According to Kenfack, however, the project took the opportunity to pilot a mixed approach that incorporated online training and coaching with in-person sessions. The project developed five two-hour webinars, preceded by online assessments prior to each webinar. Seven working sessions were also held online, around the topics of strategic diagnostics, business planning, and business planning. These were supplemented with quarterly in-person sessions and networking events in Ouagadougou.
Post-incubation period, results showed that sales for these entrepreneurs rose at a similar rate to the incubated businesses that received in-person services.
A strong partnership with the regional directorate of youth and entrepreneurship was critical. The project planned to partner with more local organizations but found during baseline data-gathering that those local partners relied on trainers from the regional directorate of youth. The project team therefore opted to partner directly with the regional directorate and invest to reinforce the capacities of the regional directorate to own the training tools.
This turned out to be beneficial when increased insecurity made it difficult to work in three of the 12 municipalities where CLE activities were being implemented.

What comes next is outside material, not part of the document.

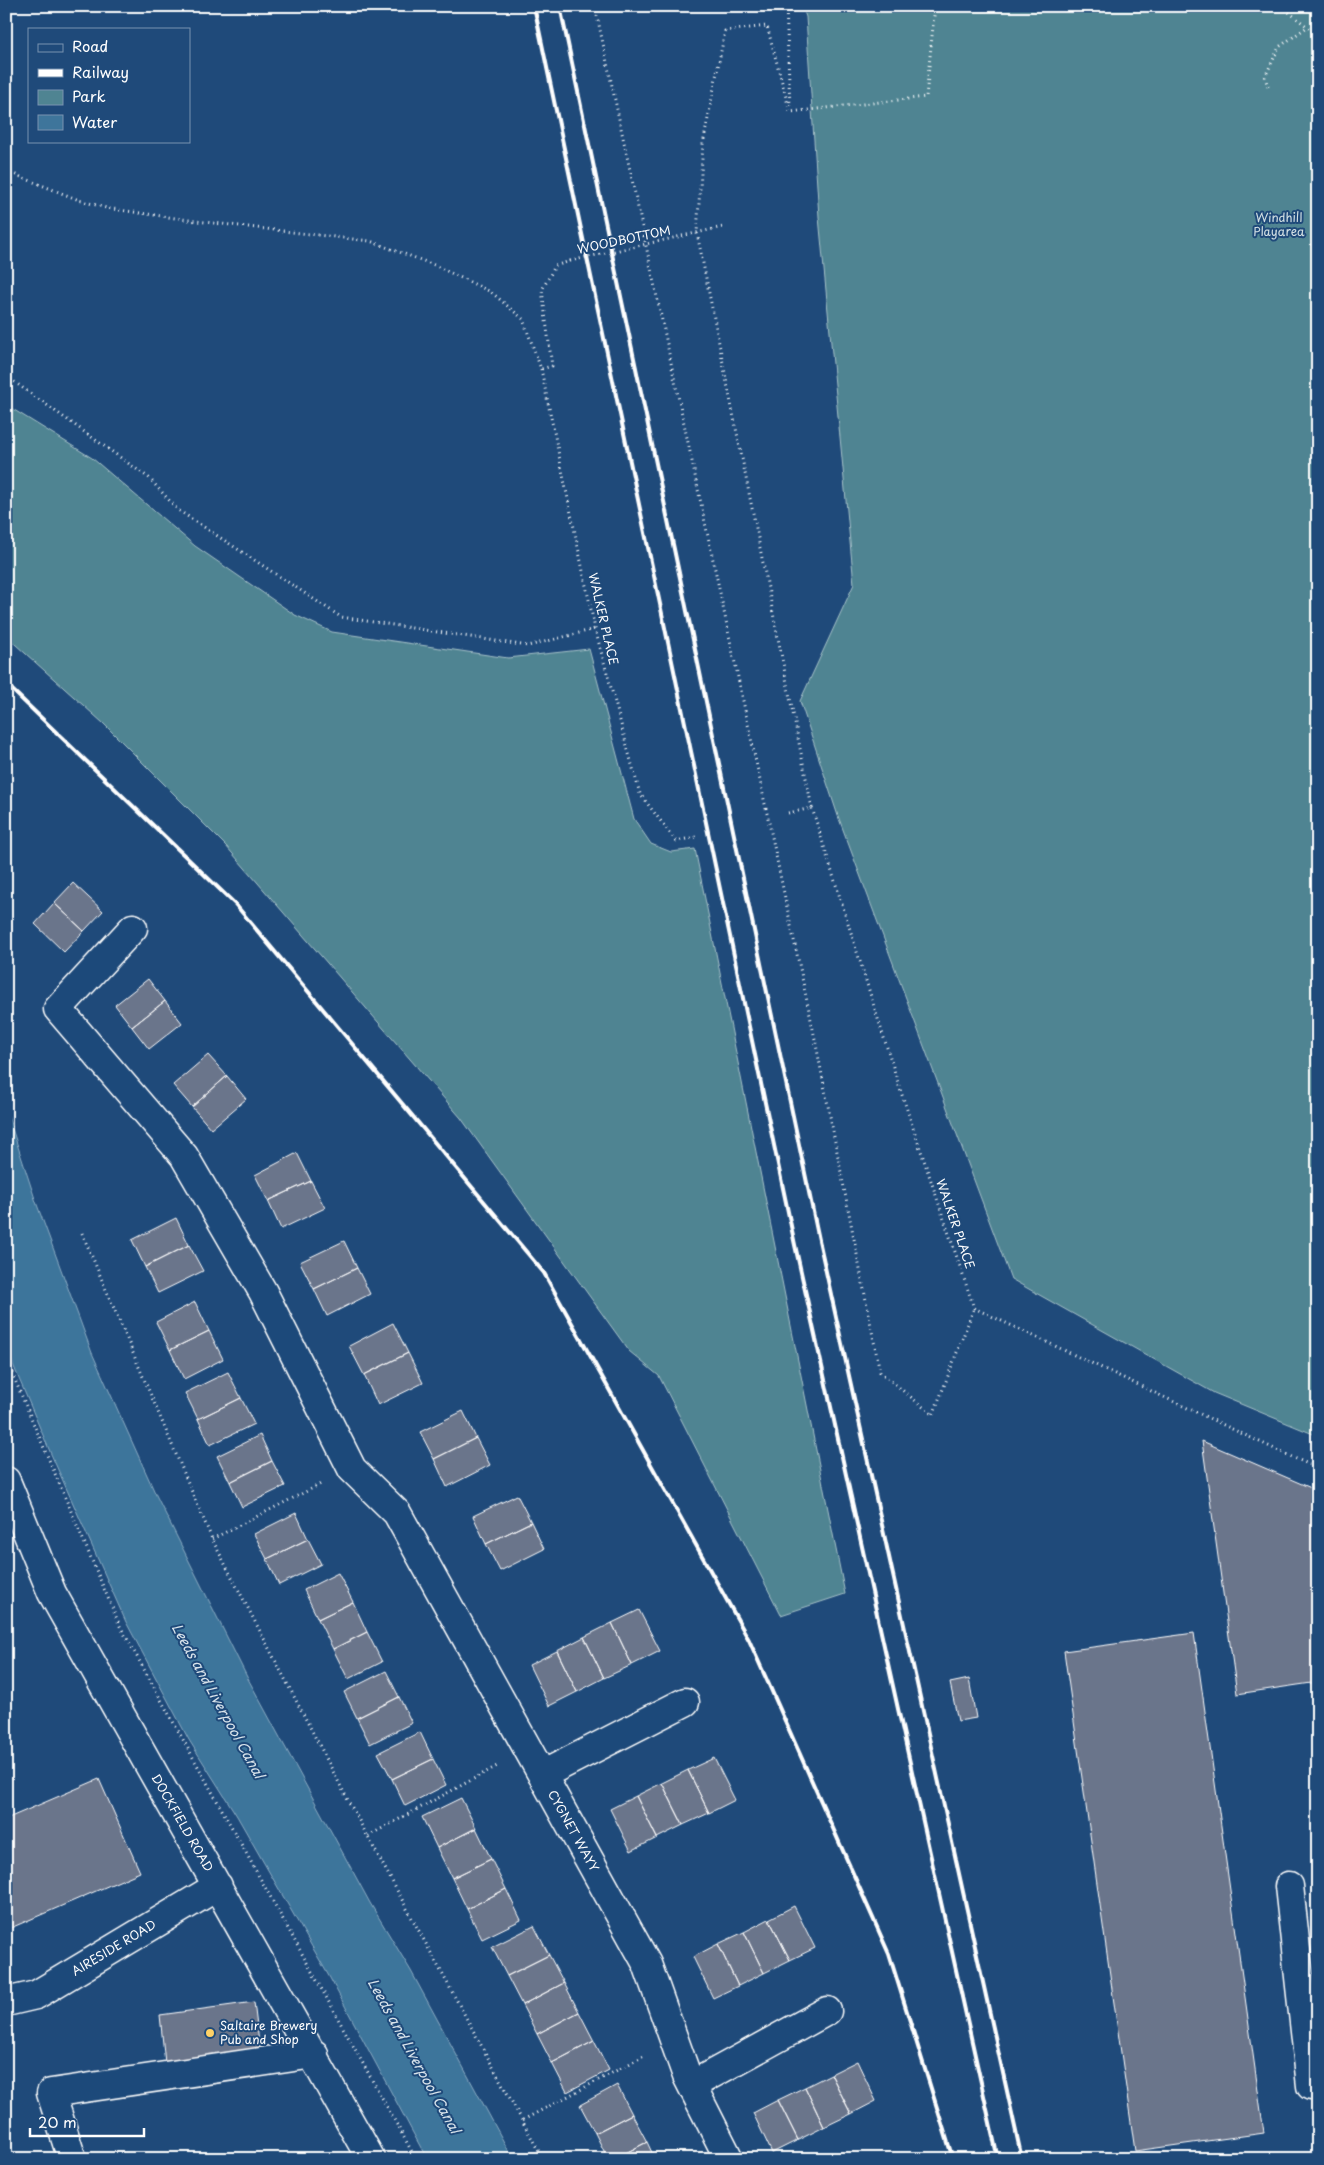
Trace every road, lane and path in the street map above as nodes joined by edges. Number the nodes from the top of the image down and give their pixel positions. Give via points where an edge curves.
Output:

Instead of risking traveling to work in those municipalities, the project instead worked through representatives of the provincial directorates—as well as the private association, Maison de l’Entreprise—to conduct minimal follow-up with the young adults participating in the program.
Systemic solutions are necessary to achieve broad, lasting impact, systemic solutions are needed. CLE interventions were widespread and leveraged partners at all tiers of Burkinabé society. Even so, contends Kenfack, “We were not systemic enough.”

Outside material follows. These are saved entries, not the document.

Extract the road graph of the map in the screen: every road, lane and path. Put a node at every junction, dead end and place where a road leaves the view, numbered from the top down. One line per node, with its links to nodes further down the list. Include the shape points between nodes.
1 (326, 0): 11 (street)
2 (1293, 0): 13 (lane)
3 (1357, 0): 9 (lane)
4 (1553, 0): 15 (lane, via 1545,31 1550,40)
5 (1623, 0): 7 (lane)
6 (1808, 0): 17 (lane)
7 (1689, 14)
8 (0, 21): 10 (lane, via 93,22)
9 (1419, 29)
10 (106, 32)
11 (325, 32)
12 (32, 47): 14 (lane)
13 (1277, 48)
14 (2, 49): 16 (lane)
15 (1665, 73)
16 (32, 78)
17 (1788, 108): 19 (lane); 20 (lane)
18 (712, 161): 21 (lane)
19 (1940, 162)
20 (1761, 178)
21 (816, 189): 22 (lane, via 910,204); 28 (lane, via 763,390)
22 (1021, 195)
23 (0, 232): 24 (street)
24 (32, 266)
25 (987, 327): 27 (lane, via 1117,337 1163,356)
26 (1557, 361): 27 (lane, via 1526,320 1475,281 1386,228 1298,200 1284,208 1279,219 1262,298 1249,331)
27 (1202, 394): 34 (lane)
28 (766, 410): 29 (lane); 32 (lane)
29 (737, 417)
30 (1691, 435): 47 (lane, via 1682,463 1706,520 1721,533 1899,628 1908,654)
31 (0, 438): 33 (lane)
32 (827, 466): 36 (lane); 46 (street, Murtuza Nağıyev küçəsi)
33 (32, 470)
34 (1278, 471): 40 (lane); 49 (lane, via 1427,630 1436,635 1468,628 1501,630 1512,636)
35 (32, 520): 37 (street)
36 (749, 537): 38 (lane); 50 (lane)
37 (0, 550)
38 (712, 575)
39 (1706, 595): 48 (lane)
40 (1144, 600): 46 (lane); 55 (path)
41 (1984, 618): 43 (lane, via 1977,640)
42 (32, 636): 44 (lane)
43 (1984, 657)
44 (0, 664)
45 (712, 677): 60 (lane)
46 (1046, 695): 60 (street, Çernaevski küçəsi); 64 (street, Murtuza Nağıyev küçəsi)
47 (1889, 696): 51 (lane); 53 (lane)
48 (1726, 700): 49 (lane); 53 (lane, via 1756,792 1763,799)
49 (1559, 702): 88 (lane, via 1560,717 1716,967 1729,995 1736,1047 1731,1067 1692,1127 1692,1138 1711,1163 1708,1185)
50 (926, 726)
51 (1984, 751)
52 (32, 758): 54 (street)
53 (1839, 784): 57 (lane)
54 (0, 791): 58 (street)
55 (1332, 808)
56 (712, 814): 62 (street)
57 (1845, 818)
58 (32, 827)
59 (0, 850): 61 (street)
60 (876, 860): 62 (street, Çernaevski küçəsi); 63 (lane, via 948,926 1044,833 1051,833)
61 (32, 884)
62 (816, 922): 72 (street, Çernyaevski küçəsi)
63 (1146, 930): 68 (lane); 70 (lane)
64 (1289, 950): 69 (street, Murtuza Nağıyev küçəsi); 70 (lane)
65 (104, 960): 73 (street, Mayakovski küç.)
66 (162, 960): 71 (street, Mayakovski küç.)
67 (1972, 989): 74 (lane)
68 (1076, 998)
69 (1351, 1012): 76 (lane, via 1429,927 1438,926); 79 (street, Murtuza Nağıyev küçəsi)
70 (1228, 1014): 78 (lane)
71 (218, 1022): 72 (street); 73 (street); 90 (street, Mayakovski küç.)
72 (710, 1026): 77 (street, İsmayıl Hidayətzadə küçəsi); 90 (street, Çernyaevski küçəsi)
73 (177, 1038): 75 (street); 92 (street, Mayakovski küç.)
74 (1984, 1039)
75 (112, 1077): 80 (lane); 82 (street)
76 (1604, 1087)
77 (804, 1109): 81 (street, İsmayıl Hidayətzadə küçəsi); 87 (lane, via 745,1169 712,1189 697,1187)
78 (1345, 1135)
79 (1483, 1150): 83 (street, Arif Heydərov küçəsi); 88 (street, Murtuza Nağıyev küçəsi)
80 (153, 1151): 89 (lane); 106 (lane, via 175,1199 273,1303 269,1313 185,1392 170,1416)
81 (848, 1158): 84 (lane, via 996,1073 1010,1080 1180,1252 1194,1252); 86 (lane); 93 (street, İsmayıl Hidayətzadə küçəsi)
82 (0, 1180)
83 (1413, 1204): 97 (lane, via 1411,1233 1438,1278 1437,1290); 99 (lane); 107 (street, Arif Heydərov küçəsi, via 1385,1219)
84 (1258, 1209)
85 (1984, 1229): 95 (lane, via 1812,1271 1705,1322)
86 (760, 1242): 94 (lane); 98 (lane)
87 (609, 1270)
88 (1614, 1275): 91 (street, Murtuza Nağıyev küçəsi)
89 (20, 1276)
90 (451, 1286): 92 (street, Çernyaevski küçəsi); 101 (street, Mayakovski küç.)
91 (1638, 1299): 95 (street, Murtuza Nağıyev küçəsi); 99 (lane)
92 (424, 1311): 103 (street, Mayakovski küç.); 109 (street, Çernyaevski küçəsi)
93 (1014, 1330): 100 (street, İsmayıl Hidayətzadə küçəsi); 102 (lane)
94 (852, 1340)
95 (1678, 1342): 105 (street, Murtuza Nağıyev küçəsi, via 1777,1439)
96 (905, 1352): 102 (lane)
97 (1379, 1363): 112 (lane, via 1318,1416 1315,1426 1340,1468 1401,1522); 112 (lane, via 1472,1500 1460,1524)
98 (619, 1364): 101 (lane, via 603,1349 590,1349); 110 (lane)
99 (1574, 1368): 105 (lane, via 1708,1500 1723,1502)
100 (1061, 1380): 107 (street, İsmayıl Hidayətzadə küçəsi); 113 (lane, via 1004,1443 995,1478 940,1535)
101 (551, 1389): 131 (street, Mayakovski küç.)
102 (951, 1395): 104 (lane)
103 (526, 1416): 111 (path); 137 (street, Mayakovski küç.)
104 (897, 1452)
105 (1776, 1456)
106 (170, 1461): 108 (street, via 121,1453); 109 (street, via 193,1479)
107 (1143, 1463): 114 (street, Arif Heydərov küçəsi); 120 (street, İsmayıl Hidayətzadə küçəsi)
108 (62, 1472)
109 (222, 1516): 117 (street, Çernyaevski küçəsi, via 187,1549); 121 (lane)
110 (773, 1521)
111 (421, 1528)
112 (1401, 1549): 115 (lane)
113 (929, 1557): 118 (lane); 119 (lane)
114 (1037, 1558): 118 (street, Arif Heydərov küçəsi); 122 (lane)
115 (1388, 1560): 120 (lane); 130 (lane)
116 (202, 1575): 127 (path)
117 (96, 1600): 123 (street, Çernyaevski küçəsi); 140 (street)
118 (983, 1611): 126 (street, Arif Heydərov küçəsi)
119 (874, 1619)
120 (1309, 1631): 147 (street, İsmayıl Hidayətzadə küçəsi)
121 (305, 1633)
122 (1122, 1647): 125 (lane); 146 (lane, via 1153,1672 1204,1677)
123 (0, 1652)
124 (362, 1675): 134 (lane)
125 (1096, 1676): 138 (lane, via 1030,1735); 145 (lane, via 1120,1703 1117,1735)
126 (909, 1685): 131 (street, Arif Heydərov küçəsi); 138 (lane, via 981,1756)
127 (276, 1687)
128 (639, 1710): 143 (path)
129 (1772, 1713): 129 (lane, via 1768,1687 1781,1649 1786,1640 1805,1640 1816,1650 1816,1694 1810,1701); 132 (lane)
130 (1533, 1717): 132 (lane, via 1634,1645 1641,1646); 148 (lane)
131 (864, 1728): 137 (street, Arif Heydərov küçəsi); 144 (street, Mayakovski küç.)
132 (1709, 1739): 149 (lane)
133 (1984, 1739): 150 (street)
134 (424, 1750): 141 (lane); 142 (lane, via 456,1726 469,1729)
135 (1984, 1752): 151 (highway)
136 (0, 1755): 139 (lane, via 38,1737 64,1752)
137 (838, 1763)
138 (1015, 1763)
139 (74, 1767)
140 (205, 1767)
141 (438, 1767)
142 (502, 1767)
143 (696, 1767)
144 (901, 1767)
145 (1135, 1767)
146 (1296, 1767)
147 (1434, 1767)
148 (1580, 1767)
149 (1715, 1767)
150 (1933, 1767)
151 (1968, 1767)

Case in point: “We were only able to do this journey once, so any youth that were not able to join [in CLE] did not have an opportunity to benefit.” Indeed, CLE project acted as a pilot, rather than a full-blown intervention, that would help Tanager, its funder, the Kingdom of the Netherlands, and other partners better understand what interventions could target youth unemployment.
“And then,” Kenfack adds, “we were not rural enough.”
Indeed, data gathered through monitoring and evaluation showed that more of the participants hailed from urban areas and traveled out to peri-urban areas to participate in the CLE activities, rather than rural participants traveling toward the cities. (Distance was cited as one of several reasons why some participants dropped out of the program. Young women additionally named illness, childcare, and agricultural field work that prevented them from completing the program.)
CLE also found that those participants who successfully completed the program were more educated than expected.
These learnings have allowed Tanager and the Kingdom of the Netherlands to again partner on a follow-on project to CLE. Carrefour des Opportunités (CarrOpps), which translates to “Opportunity Crossroads,” will combine the entrepreneurial approach piloted through CLE with specialized training across a range of areas designed to support youth making the transition to adulthood. These include conflict resolution, hygiene practices, negotiation skills, and more.
Given the gaps found in supporting rural youth—who are most at risk of becoming involved with violent extremist groups—CarrOpps will offer hundreds of both in-person and digital hubs in 50 municipalities across Burkina Faso. These hubs will provide a mix of social services, community engagement activities, employment readiness training, and entrepreneurial training. And, similar to CLE, CarrOpps will partner with local partners and institutions to ensure the systemic solution needed to fully address the country’s unemployment issues.
“Anytime a young person can join and learn from the life and entrepreneurial training being offered, that is what we want to encourage. That is what we’re trying to build with CarrOpps,” says Kenfack.